From: Brian Foster <bfoster@redhat.com>
To: Dave Chinner <david@fromorbit.com>
Cc: xfs@oss.sgi.com
Subject: Re: [PATCH v2 0/5] clean up collapse range and handle post-eof delalloc
Date: Fri, 12 Sep 2014 15:51:29 -0400 [thread overview]
Message-ID: <20140912195128.GA42029@bfoster.bfoster> (raw)

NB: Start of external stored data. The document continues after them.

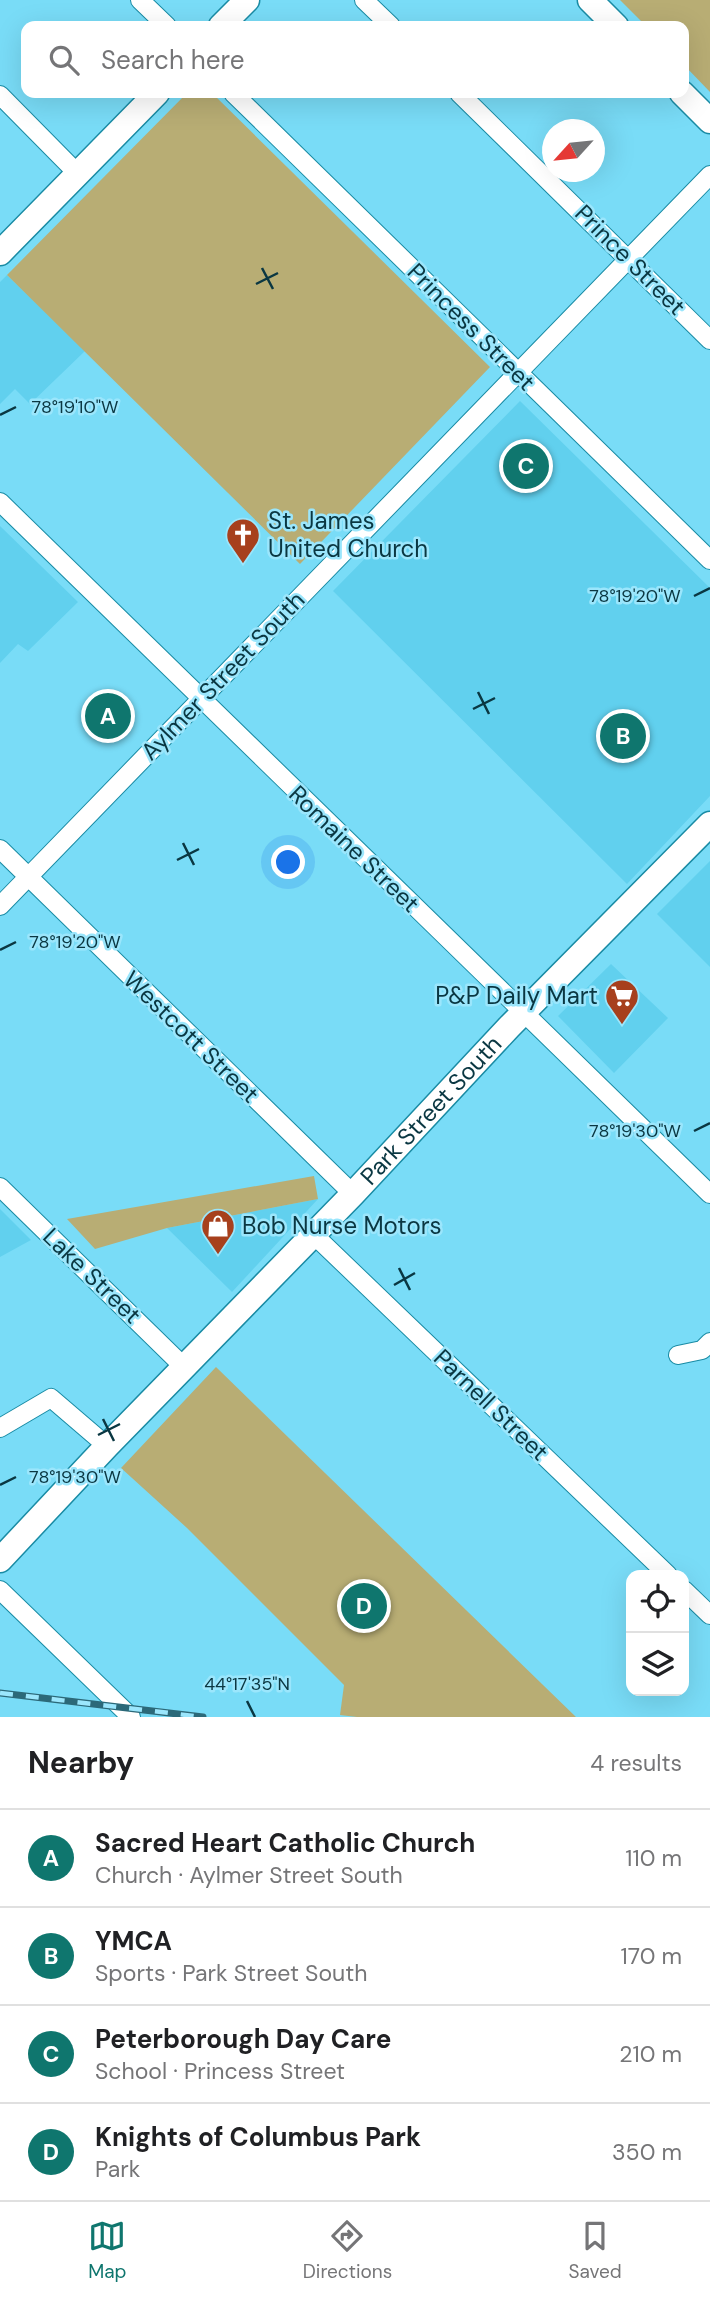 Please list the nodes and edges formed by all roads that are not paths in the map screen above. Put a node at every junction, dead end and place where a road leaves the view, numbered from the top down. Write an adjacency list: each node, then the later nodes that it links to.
1 (140, 0): 5 (street)
2 (247, 0): 6 (main road)
3 (364, 0): 7 (street)
4 (590, 0): 8 (main road)
5 (162, 21)
6 (226, 21)
7 (386, 21)
8 (611, 21)
9 (0, 95): 15 (street)
10 (152, 98): 15 (main road)
11 (238, 98): 20 (street, Princess Street)
12 (464, 98): 18 (street, Prince Street)
13 (687, 98): 14 (main road)
14 (710, 121)
15 (78, 174): 17 (main road)
16 (710, 175): 18 (street, Aylmer Street South)
17 (0, 253)
18 (630, 260): 19 (street, Prince Street); 20 (street, Aylmer Street South)
19 (710, 340)
20 (517, 374): 22 (street, Princess Street); 23 (street, Aylmer Street South)
21 (0, 502): 23 (street, Romaine Street)
22 (710, 560)
23 (200, 699): 26 (street, Aylmer Street South); 28 (street, Romaine Street)
24 (710, 824): 28 (main road, Park Street South)
25 (0, 849): 26 (street, Westcott Street)
26 (28, 876): 27 (street, Aylmer Street South); 31 (street, Westcott Street)
27 (0, 906)
28 (523, 1013): 30 (street, Romaine Street); 31 (main road, Park Street South)
29 (0, 1186): 35 (street, Lake Street)
30 (710, 1194)
31 (353, 1195): 32 (main road, Park Street South)
32 (313, 1234): 35 (main road, Park Street South); 39 (street, Parnell Street)
33 (710, 1342): 34 (street)
34 (678, 1355)
35 (184, 1367): 37 (main road, Park Street South)
36 (0, 1428): 37 (street)
37 (107, 1446): 38 (main road, Park Street South)
38 (0, 1560)
39 (663, 1570)
40 (0, 1590): 43 (street)
41 (689, 1595): 42 (street)
42 (710, 1615)
43 (131, 1717) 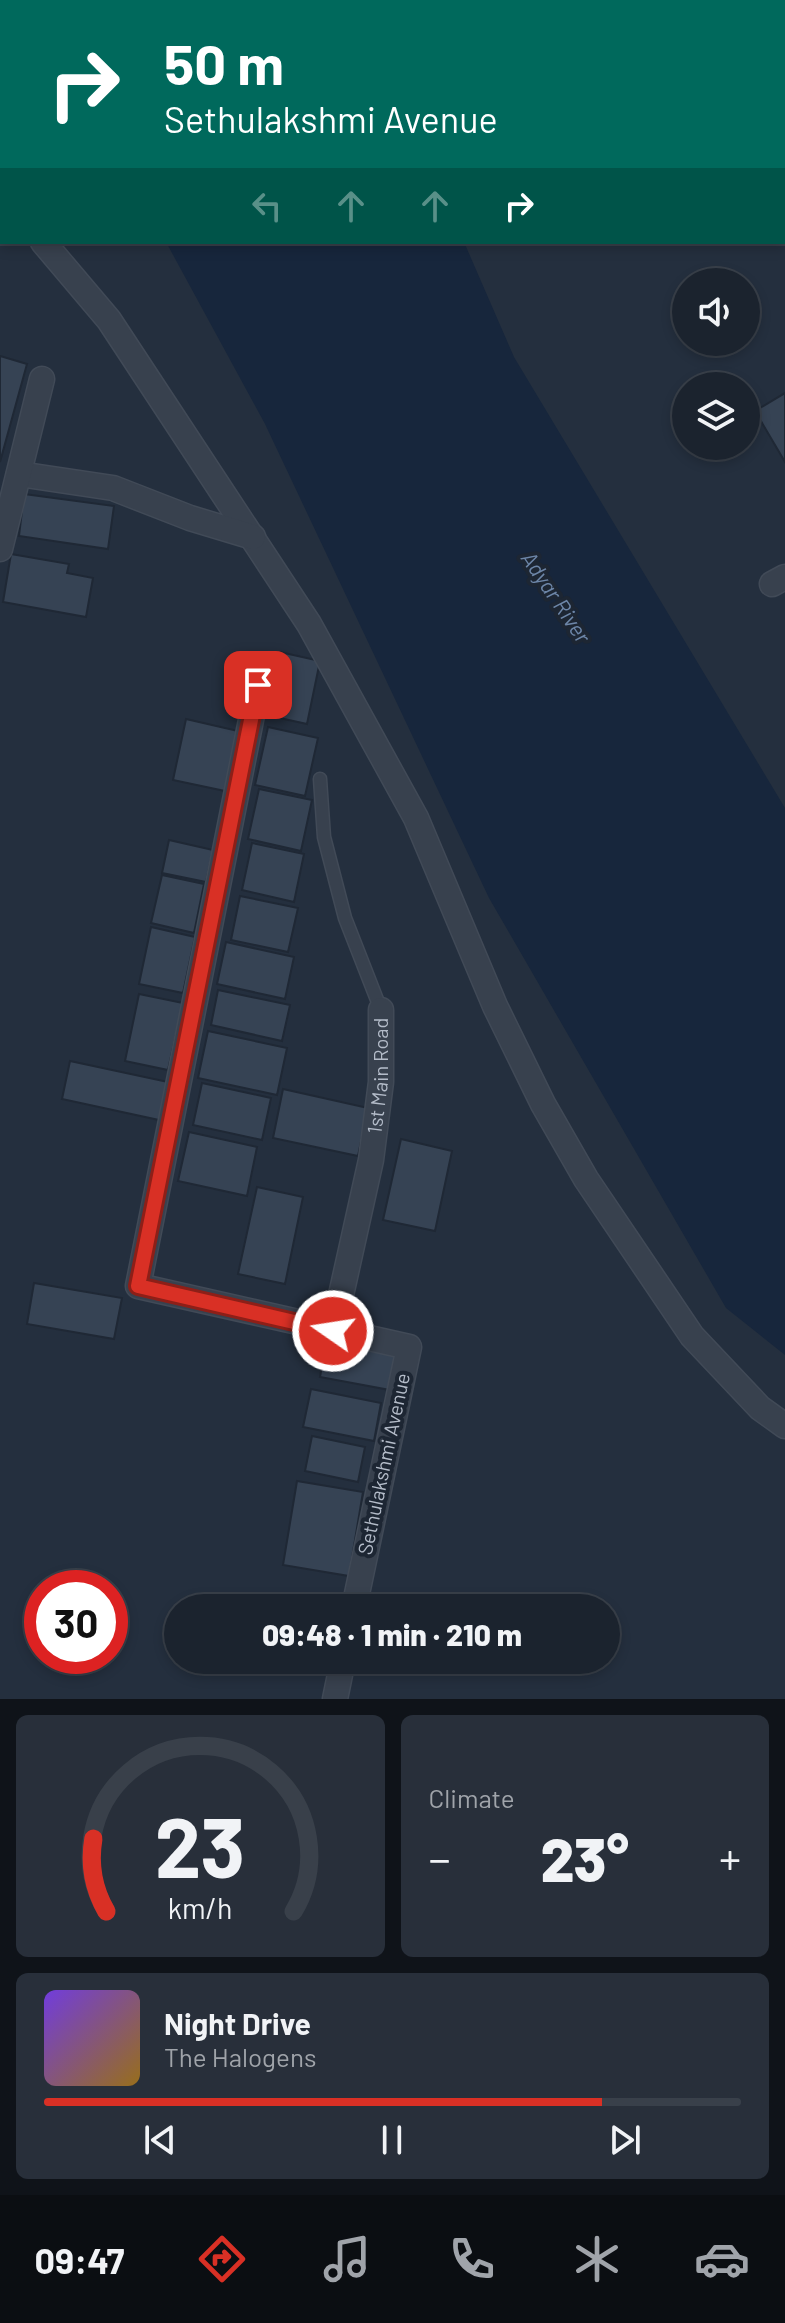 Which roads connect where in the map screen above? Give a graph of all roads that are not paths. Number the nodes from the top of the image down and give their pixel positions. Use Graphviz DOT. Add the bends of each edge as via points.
graph roads {
  1 [pos="45,244"];
  2 [pos="42,379"];
  3 [pos="19,474"];
  4 [pos="253,537"];
  5 [pos="0,549"];
  6 [pos="258,685"];
  7 [pos="320,779"];
  8 [pos="381,1010"];
  9 [pos="333,1331"];
  10 [pos="785,1426"];
  11 [pos="357,1594"];
  12 [pos="340,1674"];
  13 [pos="335,1699"];
  1 -- 4 [label="street" via="109,320"];
  2 -- 3 [label="street"];
  3 -- 4 [label="street" via="113,488"];
  3 -- 5 [label="street"];
  4 -- 10 [label="street" via="309,624 416,818 495,1006 586,1179 692,1336 760,1408"];
  6 -- 9 [label="street, Sethulakshmi Avenue" via="138,1286"];
  7 -- 8 [label="lane, 1st Main Road" via="324,837 345,918"];
  8 -- 9 [label="street, 1st Main Road" via="381,1082 371,1160"];
  9 -- 11 [label="street, Sethulakshmi Avenue" via="409,1347"];
  12 -- 13 [label="street"];
} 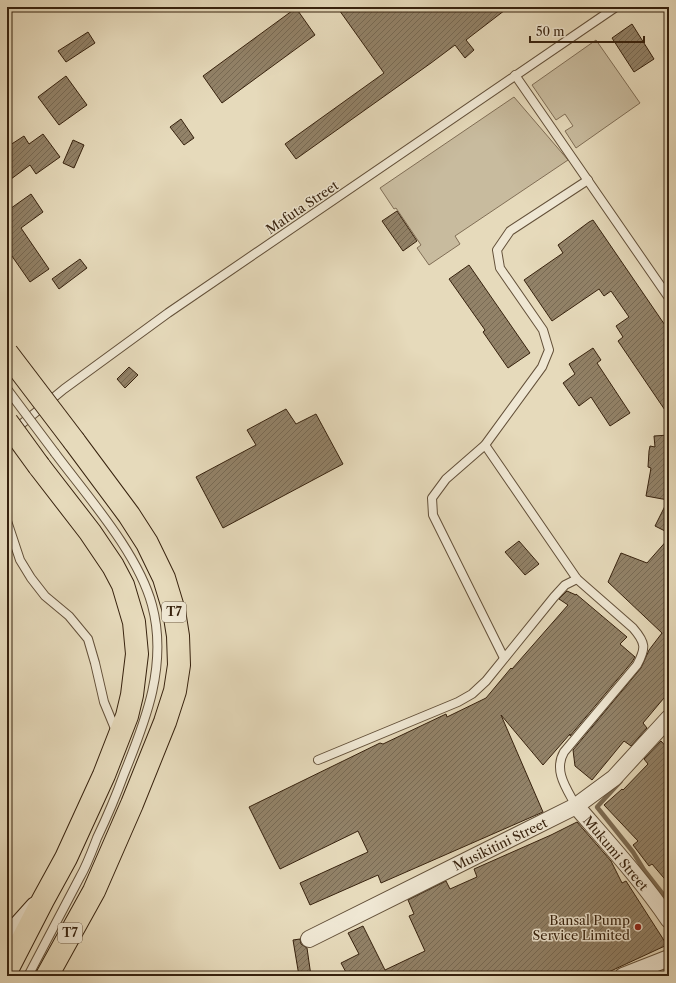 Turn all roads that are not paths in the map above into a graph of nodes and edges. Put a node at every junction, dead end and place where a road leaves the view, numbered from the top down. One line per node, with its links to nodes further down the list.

In-Reply-To: <20140911211915.GA4322@dastard>
On Fri, Sep 12, 2014 at 07:19:15AM +1000, Dave Chinner wrote:
> On Thu, Sep 11, 2014 at 11:20:13AM -0400, Brian Foster wrote:
> > On Thu, Sep 11, 2014 at 02:42:43PM +1000, Dave Chinner wrote:
> > > On Wed, Sep 10, 2014 at 09:20:26AM -0400, Brian Foster wrote:
> > > > Hi all,
> > > >
> > > > Here's v2 of the collapse clean up. We refactor a bit more via the
> > > > insertion of patch 3, otherwise it's similar to v1. This will see some
> > > > continued testing, but it survived ~500m fsx operations overnight.
> > > >
> > > > Brian
> > >
> > > I'm not sure about the invalidation patch now. On a 1k block size
> > > filesystem, generic/127 fails with:
> > >
> > > +ltp/fsx -q -l 262144 -o 65536 -S 191110531 -N 100000 -R -W fsx_std_nommap
> > > +collapse range: 1000 to 3000
> > > +do_collapse_range: fallocate: Device or resource busy
> > >
> > > which indicates we had an invalidation failure. This is probably
> > > exposing some other bug, but I haven't had time to look into it yet
> > > so I don't know.
> > >
> >
> > Yeah, I can reproduce this as well, thanks. I think you're referring to
> > the xfs_free_file_space() patch (5/5)..?
>
> *nod*
>
> > FWIW, I don't see the problem
> > without that patch, so it appears that the full pagecache truncate is
> > still covering up a problem somewhere. I'll try to dig into it...
>
> It's likely that it is leaving a dirty buffer on the page beyond EOF
> as a result of the truncate zeroing the remainder of the page in
> memory.
>
> If I get a chance I'll look at it this afternoon, as this patchset
> also seems to be causing a marked increase in the number of fsstress
> failures due to stray delalloc blocks in files even on 4k block size
> filesystems (e.g. at unmount).
>
I think I have a bit of an idea of what's going on here. I'm not sure
that this one is post-eof delalloc related. For reference, here's the
command that reproduces for me 100% of the time on a 1k block fs
(derived from the fsx trace):
xfs_io -fc "pwrite 185332 55756" \
-c "fcollapse 28672 40960" \
-c "pwrite 133228 63394" \
-c "fcollapse 0 4096" /mnt/file
The first write extends the file to 241088 bytes and the first collapse
targets a hole, but shrinks the file down to 200128 bytes. The last page
offset of the file is now 196608 and with 1k blocks, eof falls within
the last block of this page (e.g., within bh offsets 199680-200704). The
second write falls just into the first block of this page.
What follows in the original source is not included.